For the purpose of impairment testing, the traditional meter asset portfolio
recognised within "Meter assets" is assessed as a standalone cash-generating
unit (CGU) and it's carrying amount is compared with the recoverable amount.
In line with IAS 36, no impairment review was considered necessary at 30 June
2023 as the previous impairment review carried out at 31 December 2022 showed
a significant excess of recoverable amount over carrying amount and management
concluded that there were no reasonably possible changes in the key
assumptions that would cause the carrying amounts of the traditional meter
portfolio to exceed the value in use. Since this date there have also been no
events that would eliminate this excess or any new material indicators of
impairment.
Therefore, no impairment has been recognised in the period ended 30 June 2023
(30 June 2022: £nil).
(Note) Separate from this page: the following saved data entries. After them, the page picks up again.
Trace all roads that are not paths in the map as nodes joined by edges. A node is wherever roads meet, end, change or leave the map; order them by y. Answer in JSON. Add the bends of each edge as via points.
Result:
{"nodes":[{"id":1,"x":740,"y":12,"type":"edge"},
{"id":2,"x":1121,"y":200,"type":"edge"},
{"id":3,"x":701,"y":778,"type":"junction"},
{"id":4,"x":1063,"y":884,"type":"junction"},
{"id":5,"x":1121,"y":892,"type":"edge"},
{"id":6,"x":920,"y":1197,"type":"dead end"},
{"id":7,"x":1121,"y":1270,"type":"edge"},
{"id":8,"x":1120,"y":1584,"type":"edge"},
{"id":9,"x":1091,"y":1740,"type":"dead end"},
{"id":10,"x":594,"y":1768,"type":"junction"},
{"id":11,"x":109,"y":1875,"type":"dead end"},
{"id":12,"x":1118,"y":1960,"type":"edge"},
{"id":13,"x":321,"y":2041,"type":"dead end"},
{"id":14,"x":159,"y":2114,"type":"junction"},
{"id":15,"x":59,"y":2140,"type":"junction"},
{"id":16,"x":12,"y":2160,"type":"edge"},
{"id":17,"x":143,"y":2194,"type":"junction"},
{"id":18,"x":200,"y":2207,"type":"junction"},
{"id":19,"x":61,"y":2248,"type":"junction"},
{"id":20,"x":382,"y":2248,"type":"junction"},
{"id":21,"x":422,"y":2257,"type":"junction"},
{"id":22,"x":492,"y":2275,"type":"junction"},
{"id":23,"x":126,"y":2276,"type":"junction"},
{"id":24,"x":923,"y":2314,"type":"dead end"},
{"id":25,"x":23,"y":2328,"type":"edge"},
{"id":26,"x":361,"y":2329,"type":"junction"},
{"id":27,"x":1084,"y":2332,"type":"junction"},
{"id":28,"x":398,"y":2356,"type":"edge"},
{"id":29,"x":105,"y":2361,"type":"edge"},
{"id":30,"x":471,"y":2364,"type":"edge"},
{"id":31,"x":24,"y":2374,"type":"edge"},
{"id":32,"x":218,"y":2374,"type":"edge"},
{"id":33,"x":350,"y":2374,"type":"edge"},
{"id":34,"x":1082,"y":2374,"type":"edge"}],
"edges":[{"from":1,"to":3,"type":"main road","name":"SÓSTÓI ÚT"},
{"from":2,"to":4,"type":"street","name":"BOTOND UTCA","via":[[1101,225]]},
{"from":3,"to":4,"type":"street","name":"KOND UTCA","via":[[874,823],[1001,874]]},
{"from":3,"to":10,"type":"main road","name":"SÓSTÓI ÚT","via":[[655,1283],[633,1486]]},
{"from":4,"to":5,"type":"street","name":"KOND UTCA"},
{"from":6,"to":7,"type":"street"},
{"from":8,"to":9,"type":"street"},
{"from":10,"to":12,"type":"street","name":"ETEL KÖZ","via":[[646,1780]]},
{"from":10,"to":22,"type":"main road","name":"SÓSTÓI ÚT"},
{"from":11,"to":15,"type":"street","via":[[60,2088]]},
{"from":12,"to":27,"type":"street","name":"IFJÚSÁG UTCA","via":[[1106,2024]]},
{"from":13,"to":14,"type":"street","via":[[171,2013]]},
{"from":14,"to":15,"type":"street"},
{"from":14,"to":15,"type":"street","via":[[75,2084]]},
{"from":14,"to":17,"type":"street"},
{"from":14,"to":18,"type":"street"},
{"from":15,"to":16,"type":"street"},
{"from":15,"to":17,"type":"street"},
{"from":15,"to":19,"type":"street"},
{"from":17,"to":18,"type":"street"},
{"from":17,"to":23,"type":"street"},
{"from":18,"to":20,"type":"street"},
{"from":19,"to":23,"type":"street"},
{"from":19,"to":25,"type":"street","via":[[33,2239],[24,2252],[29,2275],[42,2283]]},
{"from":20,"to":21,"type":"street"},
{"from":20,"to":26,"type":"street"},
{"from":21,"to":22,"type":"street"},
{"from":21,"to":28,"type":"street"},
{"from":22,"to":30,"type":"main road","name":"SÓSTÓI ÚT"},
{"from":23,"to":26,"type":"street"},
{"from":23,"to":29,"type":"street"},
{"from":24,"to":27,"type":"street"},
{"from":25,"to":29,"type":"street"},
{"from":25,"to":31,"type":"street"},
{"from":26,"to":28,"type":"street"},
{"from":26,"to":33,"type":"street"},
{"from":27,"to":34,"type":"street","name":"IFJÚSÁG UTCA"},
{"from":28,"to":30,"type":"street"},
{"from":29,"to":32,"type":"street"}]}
No impairment on other meter assets has been recognised
in the period ended 30 June 2023 (30 June 2022: £nil).
8 Bank loans
Six months Six months
ended ended
30 June 30 June
2023 2022
Unaudited Unaudited
£'000 £'000
Current 2,920 -
Non-current 138,624 -
141,544 -
The Group has a £420m revolving credit facility which matures in December
2025. Interest is payable at a rate of 1.85% over SONIA and 0.65% is payable
on undrawn funds.
The balance as at 30 June 2023 is stated net of £1,376,000 of unamortised
transaction costs (31 December 2022: £1,651,000).
The Group has complied with the financial covenants of its borrowing facility
during the current and prior reporting periods.
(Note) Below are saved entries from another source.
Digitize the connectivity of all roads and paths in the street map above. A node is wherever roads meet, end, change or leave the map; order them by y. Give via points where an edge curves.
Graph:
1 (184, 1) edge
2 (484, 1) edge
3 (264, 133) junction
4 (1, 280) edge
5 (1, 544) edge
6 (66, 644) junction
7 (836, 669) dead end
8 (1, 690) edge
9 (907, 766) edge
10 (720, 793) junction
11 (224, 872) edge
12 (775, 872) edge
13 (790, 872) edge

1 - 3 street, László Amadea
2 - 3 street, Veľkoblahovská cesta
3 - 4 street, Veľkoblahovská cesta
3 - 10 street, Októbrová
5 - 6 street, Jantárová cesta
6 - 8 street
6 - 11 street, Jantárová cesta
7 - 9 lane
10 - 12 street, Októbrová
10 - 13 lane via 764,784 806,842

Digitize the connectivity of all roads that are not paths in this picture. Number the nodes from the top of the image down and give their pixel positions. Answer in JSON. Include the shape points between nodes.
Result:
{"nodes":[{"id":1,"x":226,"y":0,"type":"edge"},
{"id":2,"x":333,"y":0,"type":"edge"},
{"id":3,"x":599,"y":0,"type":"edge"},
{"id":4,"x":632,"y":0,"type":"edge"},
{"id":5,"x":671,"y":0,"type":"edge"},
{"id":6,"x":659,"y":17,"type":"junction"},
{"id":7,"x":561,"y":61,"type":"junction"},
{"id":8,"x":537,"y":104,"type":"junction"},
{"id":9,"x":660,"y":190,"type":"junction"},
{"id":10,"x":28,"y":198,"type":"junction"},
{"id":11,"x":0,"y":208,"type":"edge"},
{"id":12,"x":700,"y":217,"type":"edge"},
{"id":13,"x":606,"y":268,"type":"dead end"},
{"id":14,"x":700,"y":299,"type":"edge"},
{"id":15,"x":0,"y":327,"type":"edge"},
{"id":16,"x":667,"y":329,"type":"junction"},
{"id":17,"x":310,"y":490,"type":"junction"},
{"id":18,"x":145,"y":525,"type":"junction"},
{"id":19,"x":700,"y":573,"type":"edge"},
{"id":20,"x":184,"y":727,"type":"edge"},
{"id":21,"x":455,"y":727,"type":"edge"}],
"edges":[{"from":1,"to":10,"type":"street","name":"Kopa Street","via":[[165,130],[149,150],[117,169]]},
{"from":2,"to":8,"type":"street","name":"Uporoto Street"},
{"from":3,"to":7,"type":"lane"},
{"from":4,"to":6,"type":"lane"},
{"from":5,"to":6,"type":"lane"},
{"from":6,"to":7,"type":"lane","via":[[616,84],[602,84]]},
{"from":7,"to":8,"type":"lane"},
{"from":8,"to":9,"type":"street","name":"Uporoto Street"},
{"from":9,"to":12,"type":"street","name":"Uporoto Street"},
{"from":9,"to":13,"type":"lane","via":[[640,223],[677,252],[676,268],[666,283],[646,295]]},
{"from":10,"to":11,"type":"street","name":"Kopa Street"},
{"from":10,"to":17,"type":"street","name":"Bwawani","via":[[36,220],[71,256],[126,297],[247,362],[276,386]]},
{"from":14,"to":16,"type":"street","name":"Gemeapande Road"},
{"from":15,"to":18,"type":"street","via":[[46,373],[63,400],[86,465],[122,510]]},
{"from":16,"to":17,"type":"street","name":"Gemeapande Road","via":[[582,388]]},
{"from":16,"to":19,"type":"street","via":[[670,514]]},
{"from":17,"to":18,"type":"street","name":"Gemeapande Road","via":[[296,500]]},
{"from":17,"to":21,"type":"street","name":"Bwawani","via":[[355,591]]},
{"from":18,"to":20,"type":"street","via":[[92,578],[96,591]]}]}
9 The half-yearly financial report was approved by the Board of Directors on
12 September 2023.
10 A copy of this half-yearly financial report is available by visiting our
website at www.sms-plc.com (http://www.sms-plc.com) .
11 Post balance sheet events
Following the 30 June 2023 period end, the Group acquired the trade and assets
of the domestic services division of Evergreen Energy Limited. Evergreen
Energy's domestic services division specialises in the installation and
maintenance of renewable energy assets, including heat pump, solar and battery
storage for homeowners. The acquisition will enhance SMS's capacity to deliver
an extended range of low-carbon, behind-the-meter energy solutions to the UK's
domestic and commercial marketplaces.